Segment Start: Provided material
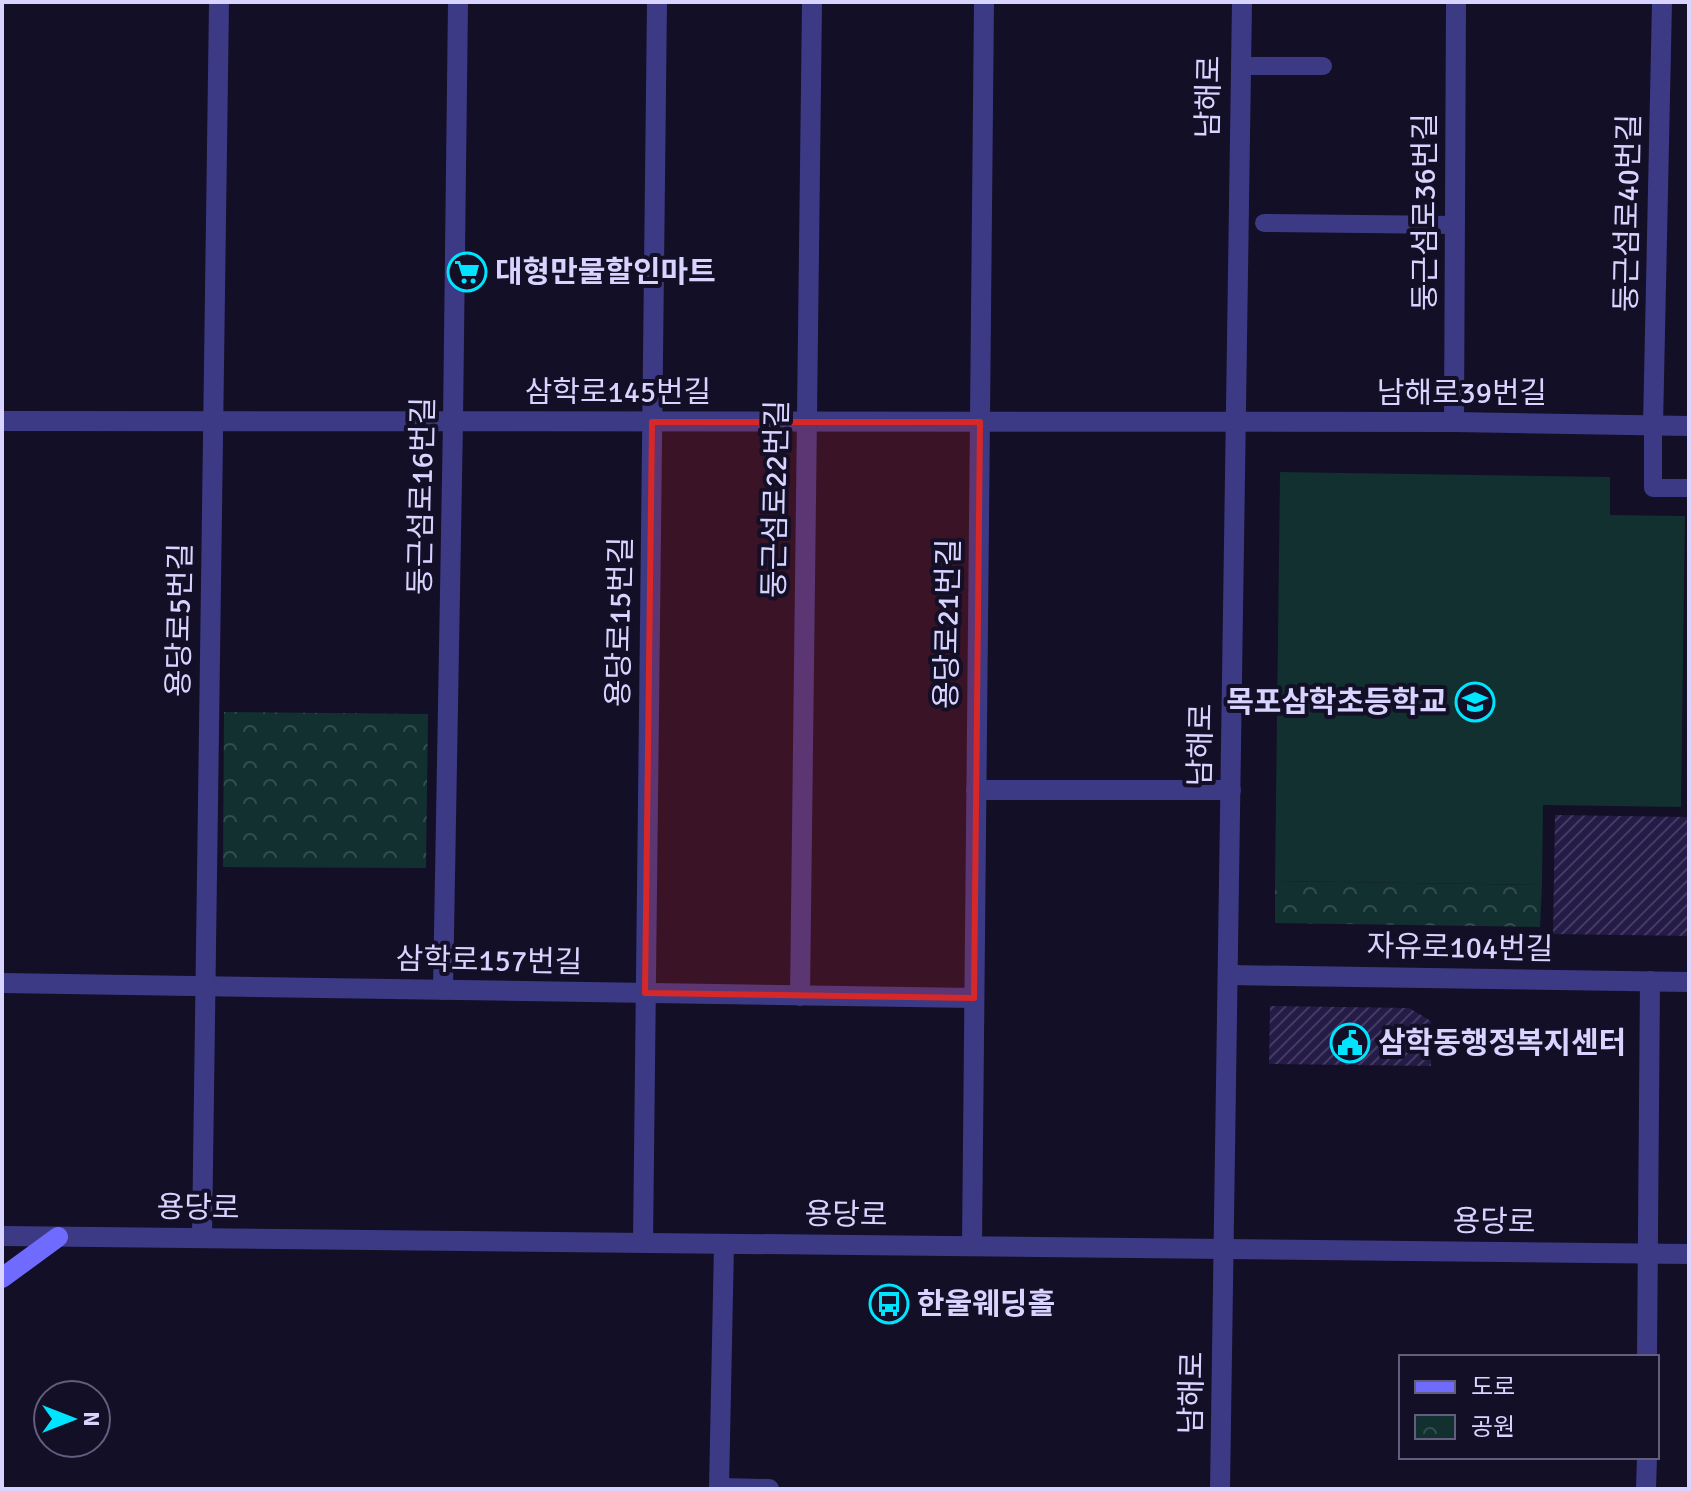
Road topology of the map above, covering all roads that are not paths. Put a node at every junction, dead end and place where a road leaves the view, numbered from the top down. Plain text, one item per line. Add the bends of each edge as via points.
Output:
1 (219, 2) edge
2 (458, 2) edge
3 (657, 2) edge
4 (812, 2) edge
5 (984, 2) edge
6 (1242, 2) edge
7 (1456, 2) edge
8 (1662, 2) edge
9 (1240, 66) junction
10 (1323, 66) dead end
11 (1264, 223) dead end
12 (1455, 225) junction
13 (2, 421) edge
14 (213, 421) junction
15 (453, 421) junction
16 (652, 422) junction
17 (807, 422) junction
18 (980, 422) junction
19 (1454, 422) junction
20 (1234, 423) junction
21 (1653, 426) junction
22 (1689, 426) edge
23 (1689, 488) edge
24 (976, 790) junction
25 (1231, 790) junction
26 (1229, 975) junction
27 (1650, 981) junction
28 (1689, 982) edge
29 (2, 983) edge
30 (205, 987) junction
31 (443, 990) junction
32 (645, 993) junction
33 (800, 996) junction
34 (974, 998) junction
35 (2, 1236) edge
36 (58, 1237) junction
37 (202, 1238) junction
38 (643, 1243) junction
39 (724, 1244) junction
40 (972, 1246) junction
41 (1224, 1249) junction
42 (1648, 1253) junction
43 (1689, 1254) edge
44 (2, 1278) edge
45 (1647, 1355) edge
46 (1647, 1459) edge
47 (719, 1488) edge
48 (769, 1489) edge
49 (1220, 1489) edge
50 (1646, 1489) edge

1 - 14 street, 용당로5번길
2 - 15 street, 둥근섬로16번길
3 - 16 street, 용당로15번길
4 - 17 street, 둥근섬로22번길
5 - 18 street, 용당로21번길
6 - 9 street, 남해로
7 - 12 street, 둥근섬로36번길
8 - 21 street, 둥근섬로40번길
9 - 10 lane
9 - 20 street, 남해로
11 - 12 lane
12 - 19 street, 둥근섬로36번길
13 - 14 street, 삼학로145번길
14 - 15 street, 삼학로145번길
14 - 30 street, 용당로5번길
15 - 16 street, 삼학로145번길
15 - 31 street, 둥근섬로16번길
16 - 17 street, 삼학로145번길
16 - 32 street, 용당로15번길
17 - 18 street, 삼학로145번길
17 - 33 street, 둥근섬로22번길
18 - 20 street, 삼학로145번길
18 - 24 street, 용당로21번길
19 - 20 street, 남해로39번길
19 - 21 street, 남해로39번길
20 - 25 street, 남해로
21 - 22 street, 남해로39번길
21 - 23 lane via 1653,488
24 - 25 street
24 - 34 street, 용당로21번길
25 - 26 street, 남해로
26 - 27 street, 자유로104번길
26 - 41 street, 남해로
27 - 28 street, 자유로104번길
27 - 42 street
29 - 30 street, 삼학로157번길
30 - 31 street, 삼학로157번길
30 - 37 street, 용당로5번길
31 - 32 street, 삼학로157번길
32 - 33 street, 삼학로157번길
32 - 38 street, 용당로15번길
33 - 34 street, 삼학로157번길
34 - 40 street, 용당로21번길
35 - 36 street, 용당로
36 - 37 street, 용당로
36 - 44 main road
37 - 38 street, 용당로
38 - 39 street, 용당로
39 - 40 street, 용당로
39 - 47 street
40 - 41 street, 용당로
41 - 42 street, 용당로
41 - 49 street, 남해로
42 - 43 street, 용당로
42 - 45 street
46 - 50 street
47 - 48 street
Segment End: Provided material
Segment Start: Provided material
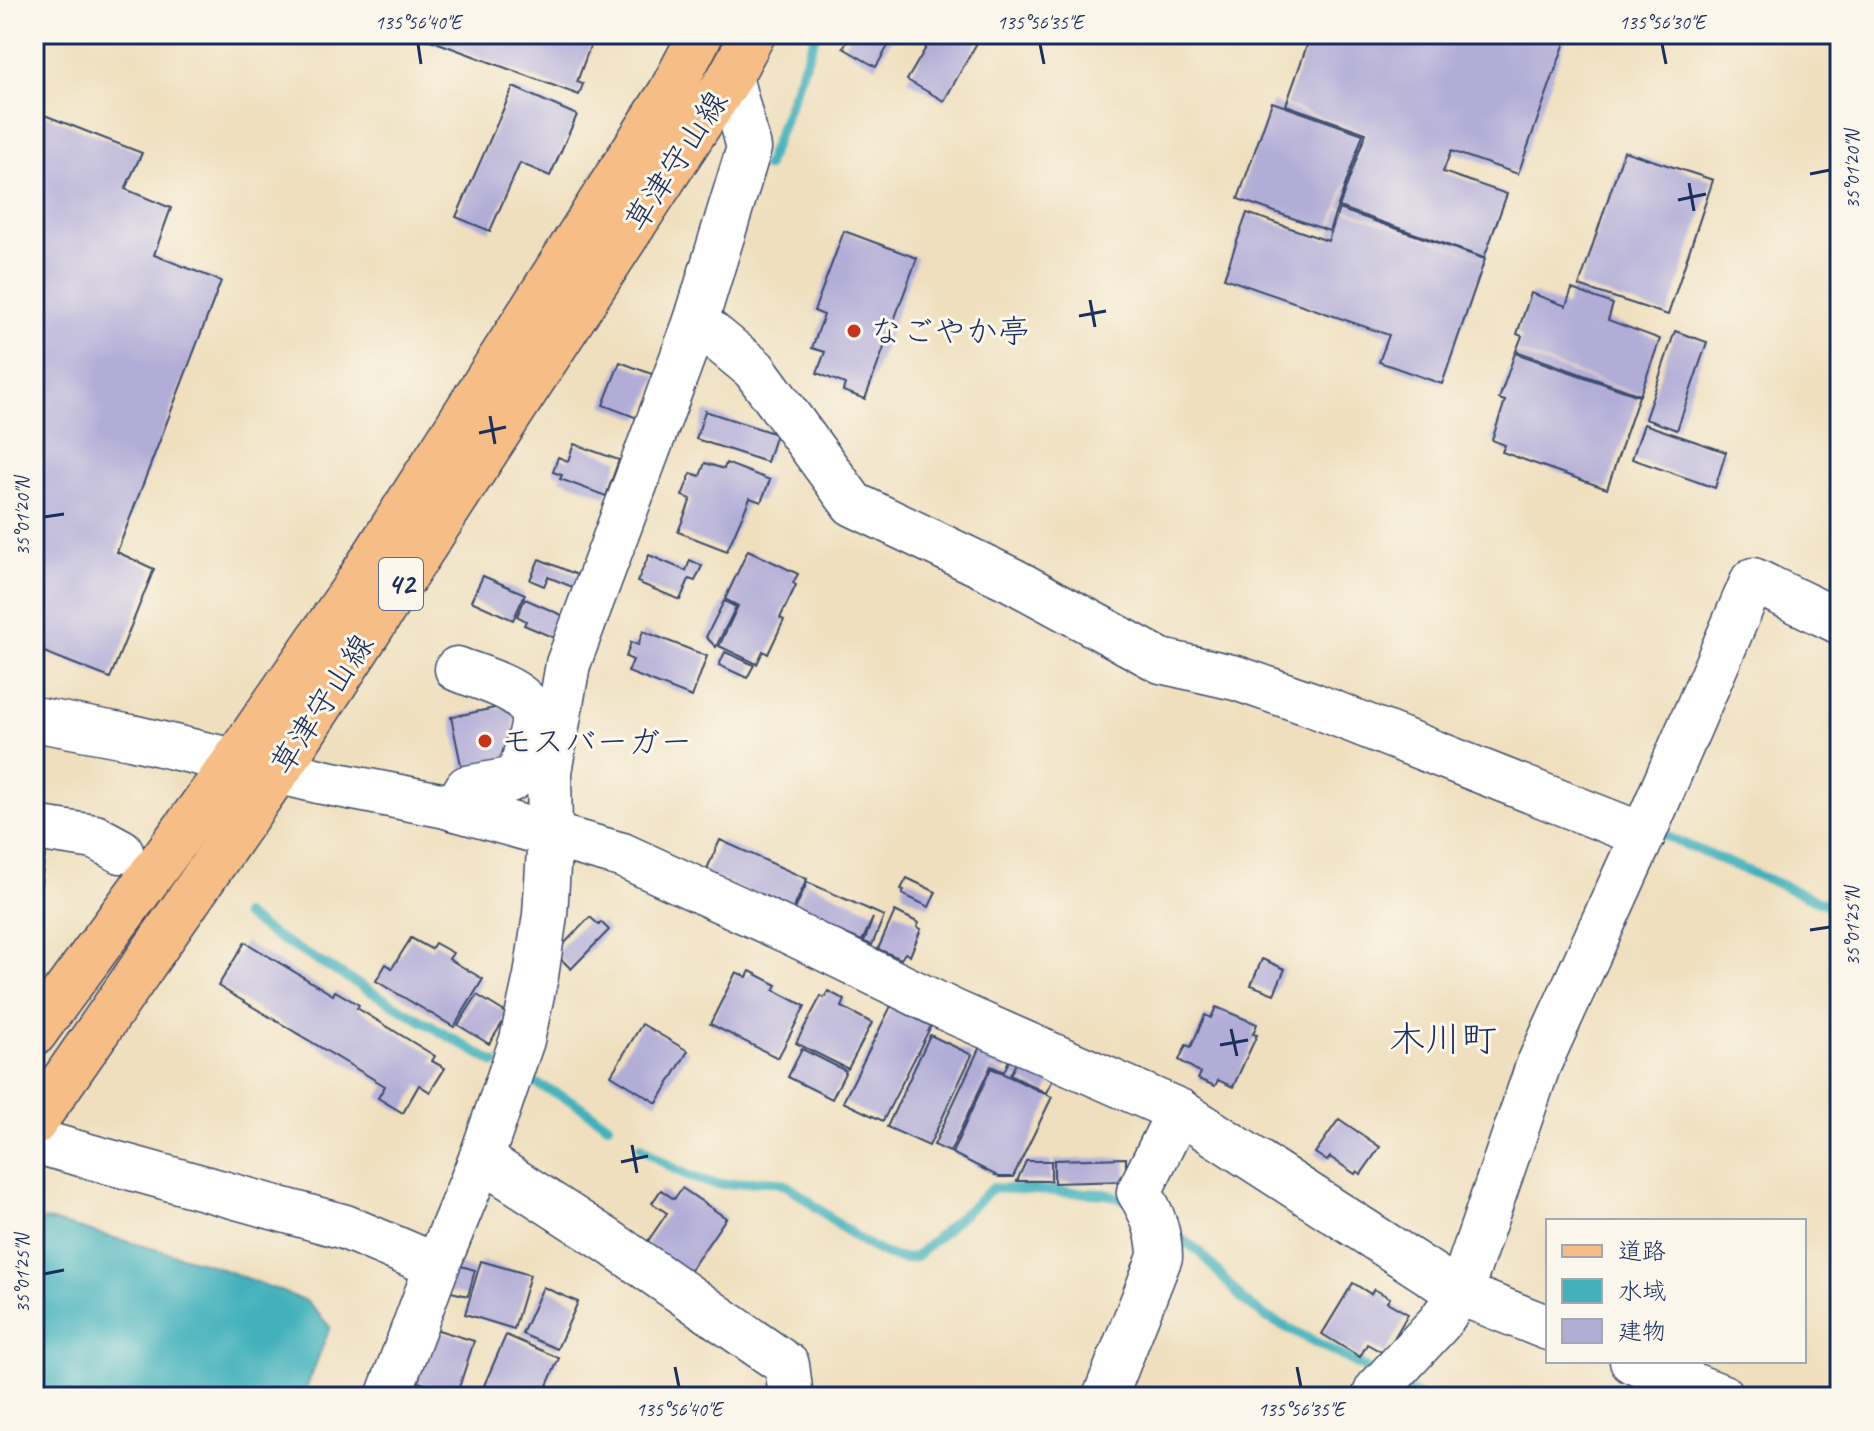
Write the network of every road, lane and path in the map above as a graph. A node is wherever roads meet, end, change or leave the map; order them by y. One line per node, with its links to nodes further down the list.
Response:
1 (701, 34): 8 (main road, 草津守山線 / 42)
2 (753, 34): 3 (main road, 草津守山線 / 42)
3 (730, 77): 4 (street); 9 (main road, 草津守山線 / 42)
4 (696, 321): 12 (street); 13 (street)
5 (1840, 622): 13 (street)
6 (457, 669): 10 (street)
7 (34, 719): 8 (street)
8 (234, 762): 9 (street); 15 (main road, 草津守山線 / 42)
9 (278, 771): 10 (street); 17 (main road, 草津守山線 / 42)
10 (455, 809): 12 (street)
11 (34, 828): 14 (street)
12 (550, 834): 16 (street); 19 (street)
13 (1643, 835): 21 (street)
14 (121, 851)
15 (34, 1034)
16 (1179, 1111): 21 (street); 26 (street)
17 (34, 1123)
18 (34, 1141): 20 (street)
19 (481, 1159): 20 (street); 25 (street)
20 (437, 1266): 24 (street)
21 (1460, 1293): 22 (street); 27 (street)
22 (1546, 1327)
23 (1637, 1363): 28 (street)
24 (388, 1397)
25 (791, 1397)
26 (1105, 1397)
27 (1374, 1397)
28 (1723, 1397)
Segment End: Provided material
## Task objective
Scan the entries above for the string "roads", and copy every line where it turns up.

## Solution for this problem
Road topology of the map above, covering all roads that are not paths. Put a node at every junction, dead end and place where a road leaves the view, numbered from the top down. Plain text, one item per line. Add the bends of each edge as via points.
Write the network of every road, lane and path in the map above as a graph. A node is wherever roads meet, end, change or leave the map; order them by y. One line per node, with its links to nodes further down the list.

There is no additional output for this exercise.